Structural inheritance is very useful here, a supertype event holds common fields and subtypes carry the variations. But many datastores do not support inheritance well, and type hierarchies often get complicated and cannot express all the combinations of fields that you need.

Schemaless stores offer a pragmatic alternative

Suppose you want to change from storing a customer's name in one field to storing it in separate firstname and lastname fields.

No schema to update

However you still need to be aware of the implicit schema and make corresponding changes to any access code.
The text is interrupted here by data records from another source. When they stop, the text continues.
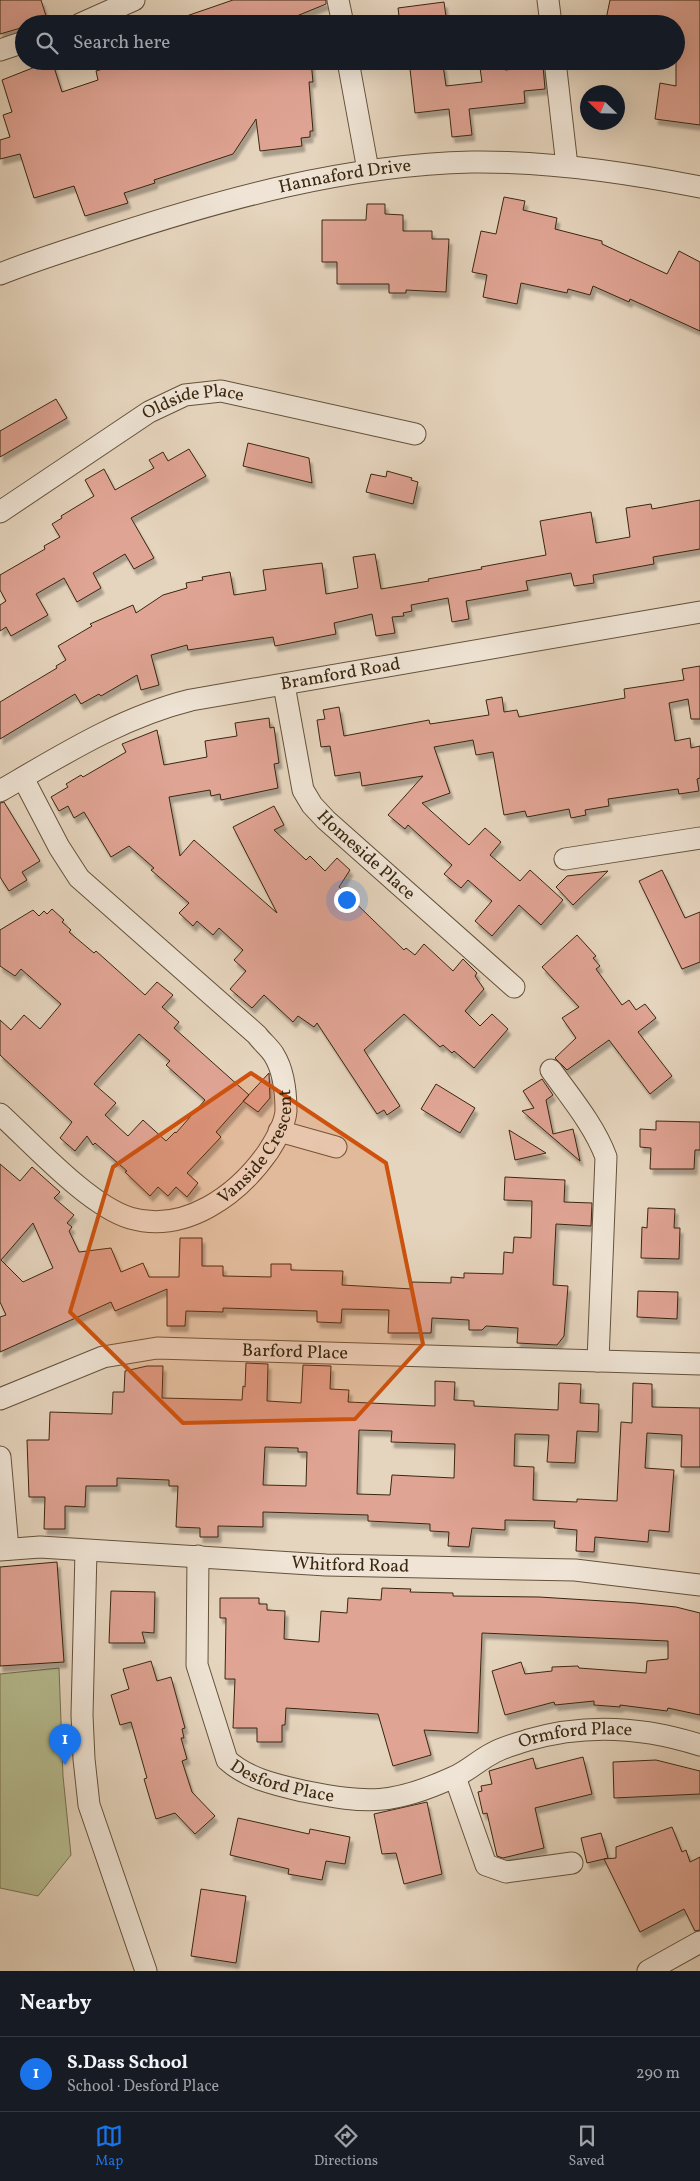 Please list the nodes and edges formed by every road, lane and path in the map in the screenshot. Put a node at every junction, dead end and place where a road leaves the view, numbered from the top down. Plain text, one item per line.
1 (134, 0) edge
2 (338, 0) edge
3 (548, 0) edge
4 (100, 15) edge
5 (341, 15) edge
6 (550, 15) edge
7 (15, 45) edge
8 (0, 50) edge
9 (350, 70) edge
10 (556, 70) edge
11 (567, 166) junction
12 (368, 170) junction
13 (700, 187) edge
14 (0, 274) edge
15 (415, 434) dead end
16 (0, 512) edge
17 (700, 612) edge
18 (284, 685) junction
19 (23, 778) junction
20 (0, 791) edge
21 (700, 838) edge
22 (565, 859) dead end
23 (514, 987) dead end
24 (551, 1070) dead end
25 (0, 1114) edge
26 (279, 1131) junction
27 (336, 1146) dead end
28 (598, 1361) junction
29 (700, 1364) edge
30 (0, 1399) edge
31 (0, 1457) edge
32 (4, 1550) edge
33 (86, 1551) junction
34 (198, 1556) junction
35 (700, 1585) edge
36 (700, 1745) edge
37 (456, 1777) junction
38 (572, 1863) dead end
39 (700, 1942) edge
40 (146, 1971) edge
41 (648, 1971) edge

1 - 4 street
2 - 5 street
3 - 6 street
7 - 8 street
9 - 12 street
10 - 11 street
11 - 12 street, Hannaford Drive
11 - 13 street, Hannaford Drive
12 - 14 street, Hannaford Drive
15 - 16 street, Oldside Place
17 - 18 street, Bramford Road
18 - 19 street, Bramford Road
18 - 23 street, Homeside Place
19 - 20 street, Bramford Road
19 - 26 street, Vanside Crescent
21 - 22 street
24 - 28 street
25 - 26 street, Vanside Crescent
26 - 27 street
28 - 29 street, Barford Place
28 - 30 street, Barford Place
31 - 32 street
32 - 33 street, Whitford Road
33 - 34 street, Whitford Road
33 - 40 street
34 - 35 street, Whitford Road
34 - 37 street, Desford Place
36 - 37 street, Ormford Place
37 - 38 street
39 - 41 street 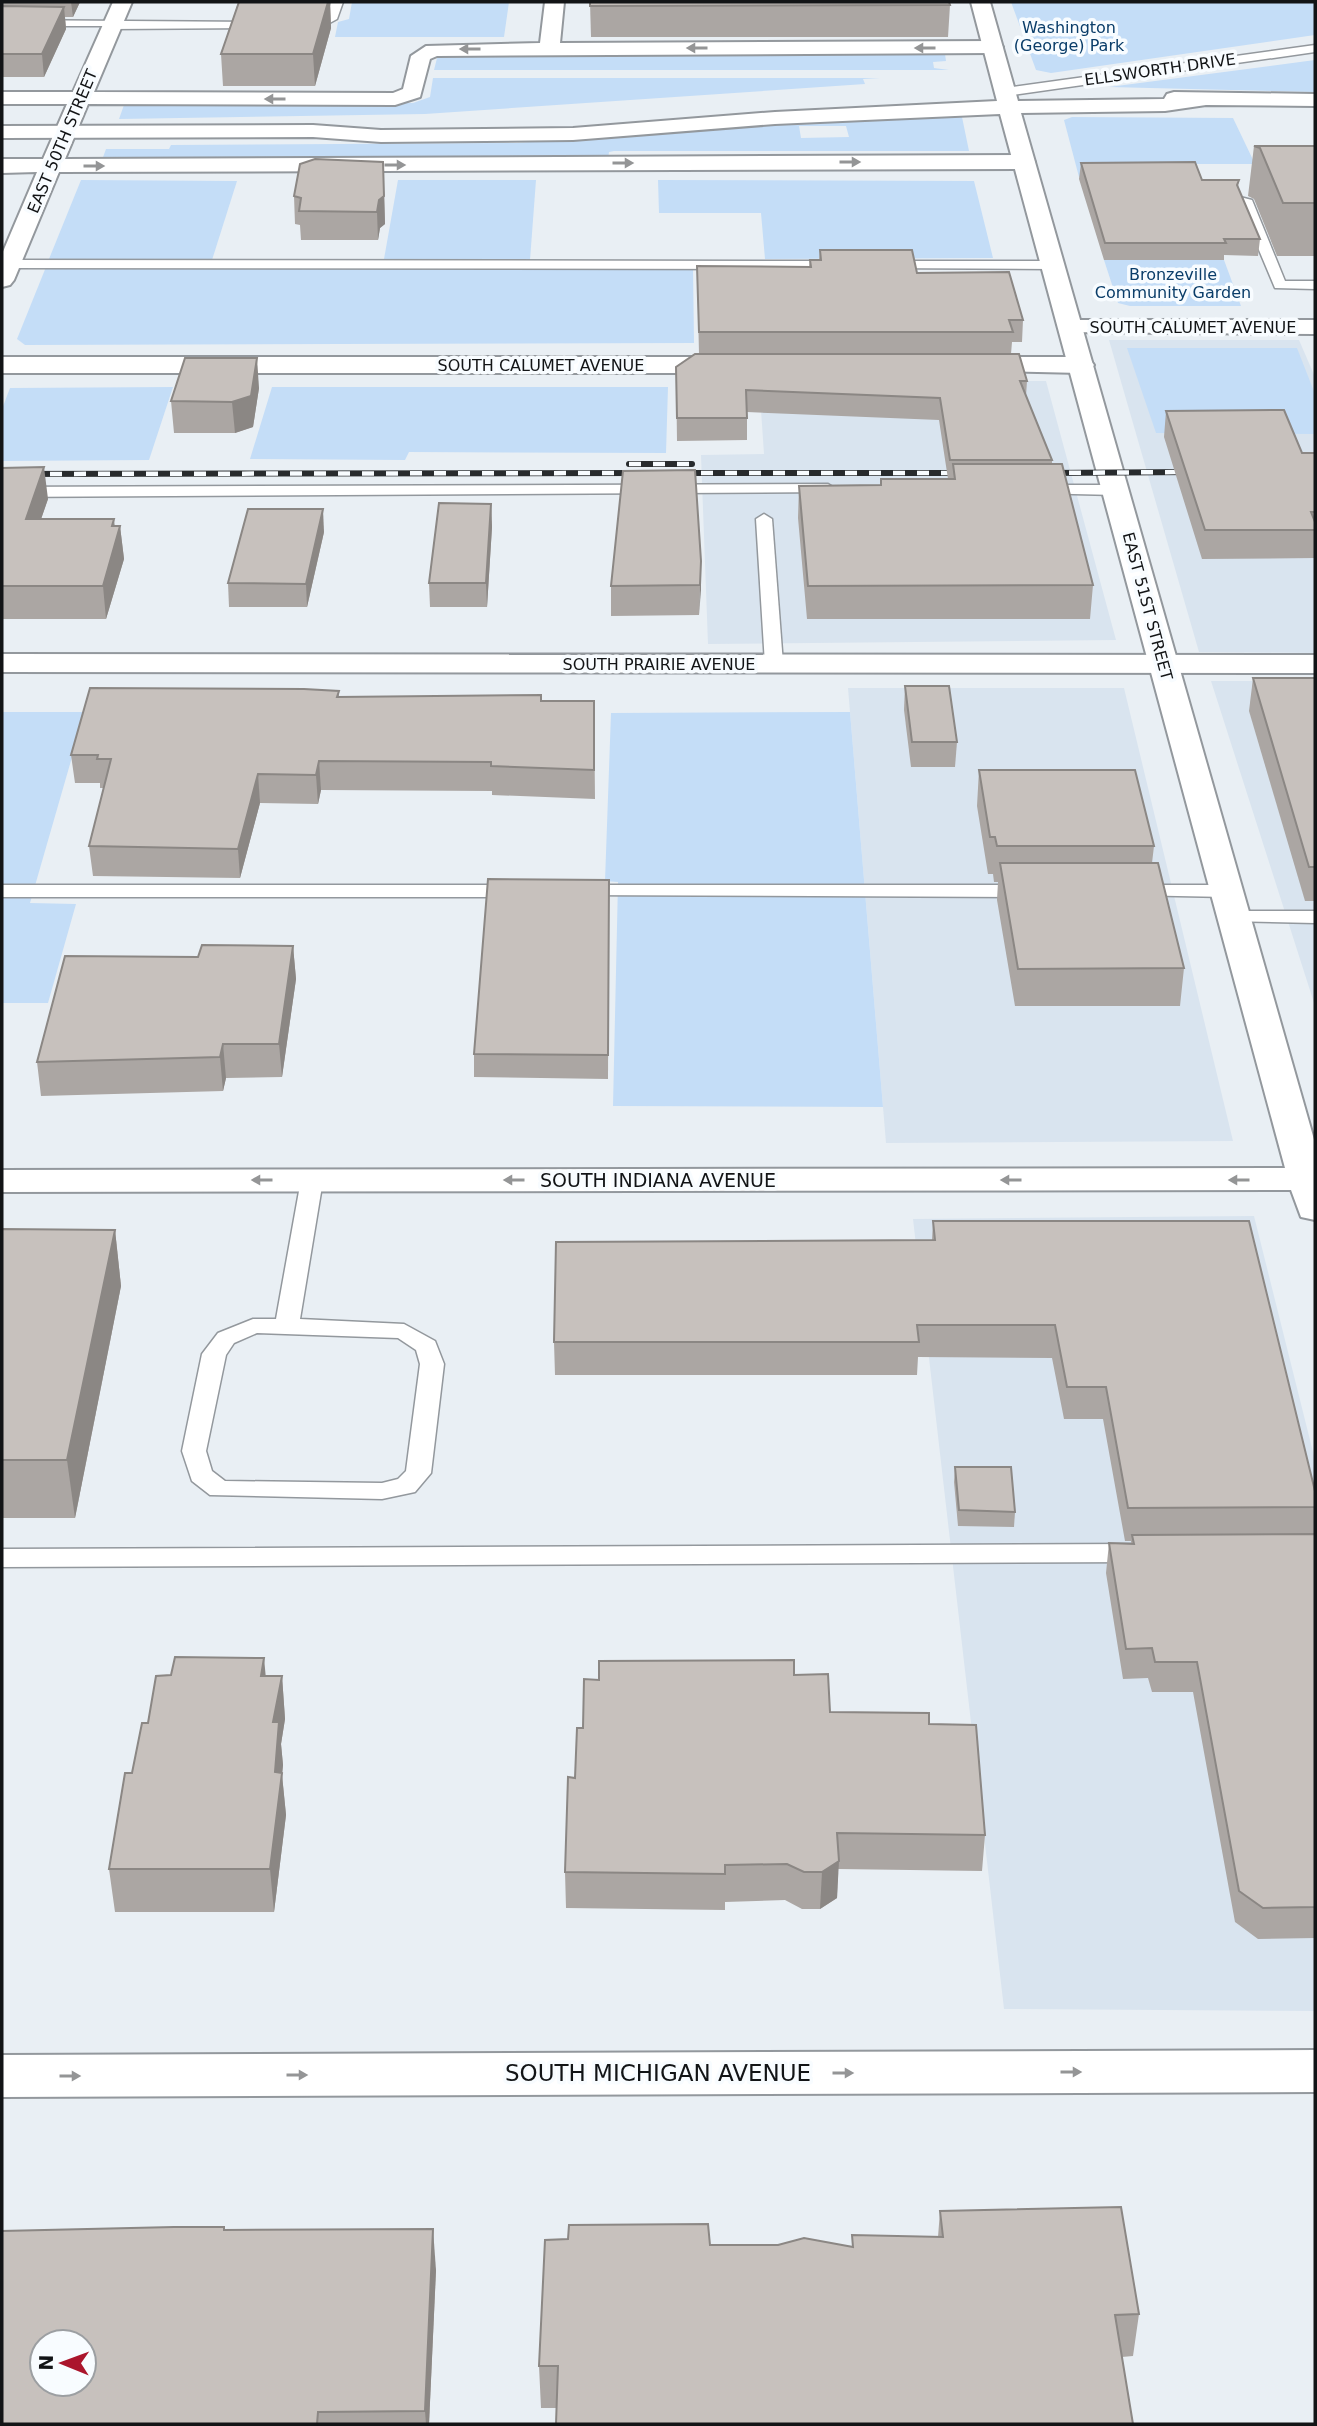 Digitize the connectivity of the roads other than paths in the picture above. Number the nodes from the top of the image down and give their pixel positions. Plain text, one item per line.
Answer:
1 (122, 2) edge
2 (337, 2) edge
3 (554, 2) edge
4 (980, 2) edge
5 (2, 23) edge
6 (112, 24) junction
7 (993, 47) junction
8 (1315, 48) edge
9 (549, 49) junction
10 (919, 90) dead end
11 (838, 94) dead end
12 (2, 98) edge
13 (81, 98) junction
14 (1007, 100) junction
15 (1315, 100) edge
16 (313, 131) junction
17 (2, 132) edge
18 (66, 132) junction
19 (1024, 162) junction
20 (2, 166) edge
21 (51, 166) junction
22 (1245, 200) edge
23 (1053, 265) junction
24 (4, 269) edge
25 (1315, 285) edge
26 (1070, 327) junction
27 (1315, 327) edge
28 (2, 365) edge
29 (751, 365) edge
30 (946, 365) edge
31 (1081, 365) junction
32 (842, 489) edge
33 (1023, 490) edge
34 (1116, 490) junction
35 (2, 492) edge
36 (764, 519) dead end
37 (2, 663) edge
38 (774, 664) junction
39 (1164, 664) junction
40 (1315, 664) edge
41 (2, 891) edge
42 (533, 891) edge
43 (561, 891) edge
44 (1050, 891) edge
45 (1120, 891) edge
46 (1230, 904) junction
47 (1315, 917) edge
48 (312, 1180) junction
49 (2, 1181) edge
50 (1312, 1189) edge
51 (287, 1326) junction
52 (1161, 1553) edge
53 (2, 1558) edge
54 (1315, 2071) edge
55 (2, 2076) edge

1 - 6 street, EAST 50TH STREET
2 - 6 lane
3 - 9 street
4 - 7 street, EAST 51ST STREET
5 - 6 lane
6 - 13 street, EAST 50TH STREET
7 -> 9 street
7 - 14 street, EAST 51ST STREET
8 - 14 lane, ELLSWORTH DRIVE
9 -> 13 street
10 - 14 street
11 - 16 street
12 - 13 street
13 - 18 street, EAST 50TH STREET
14 - 15 street
14 - 16 street
14 - 19 street, EAST 51ST STREET
16 - 18 street
17 - 18 street
18 - 21 street, EAST 50TH STREET
21 -> 19 street
19 - 23 street, EAST 51ST STREET
20 - 21 street
21 - 24 street, EAST 50TH STREET
22 - 25 lane
23 - 24 lane
23 - 26 street, EAST 51ST STREET
26 - 27 street, SOUTH CALUMET AVENUE
26 - 31 street, EAST 51ST STREET
28 - 29 street, SOUTH CALUMET AVENUE
30 - 31 street
31 - 34 street, EAST 51ST STREET
32 - 35 lane
33 - 34 lane
34 - 39 street, EAST 51ST STREET
36 - 38 lane
37 - 38 street, SOUTH PRAIRIE AVENUE
38 - 39 street, SOUTH PRAIRIE AVENUE
39 - 40 street, SOUTH PRAIRIE AVENUE
39 - 46 street, EAST 51ST STREET
41 - 42 lane
43 - 44 lane
45 - 46 lane
46 - 47 lane
46 - 50 street, EAST 51ST STREET
48 -> 49 street, SOUTH INDIANA AVENUE
50 -> 48 street, SOUTH INDIANA AVENUE
48 - 51 lane
51 - 51 lane
52 - 53 lane
55 -> 54 street, SOUTH MICHIGAN AVENUE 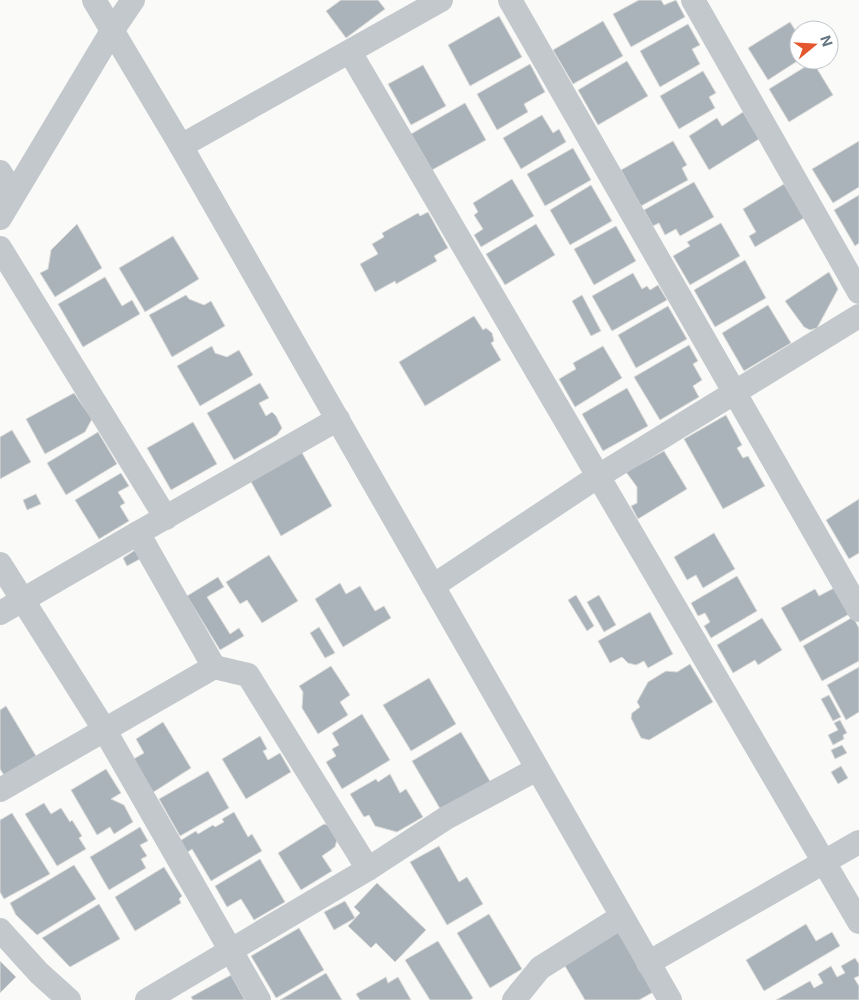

Schemaless migration is easier

Schemaless stores can ease migration, since access code can be defined to read from either a single name field or separate fields. If it also saves to only the two fields, this will gradually migrate the data.
Doing this will add complexity to the data access code, so it's usually a good idea to remove support for the old data structure and remove the code that supports that old structure

Schemaless migration still requires care

While many people are sadly unfamiliar with evolutionary database design, Thoughtworks teams have been continually migrating relational databases for many years, including production databases.

Similar migration techniques are usually required with schemaless databases too, although flexible access code does help.

Custom fields and non-uniform types are both good reasons to use a schemaless approach. Schema migration is a much less compelling reason. But often it's not a choice, in that other factors than schemalessness will dominate your technology decisions.

When using a schemaless approach, consider using a clear data access layer and/or a predicate schema to reduce the problems of a hidden, implicit schema.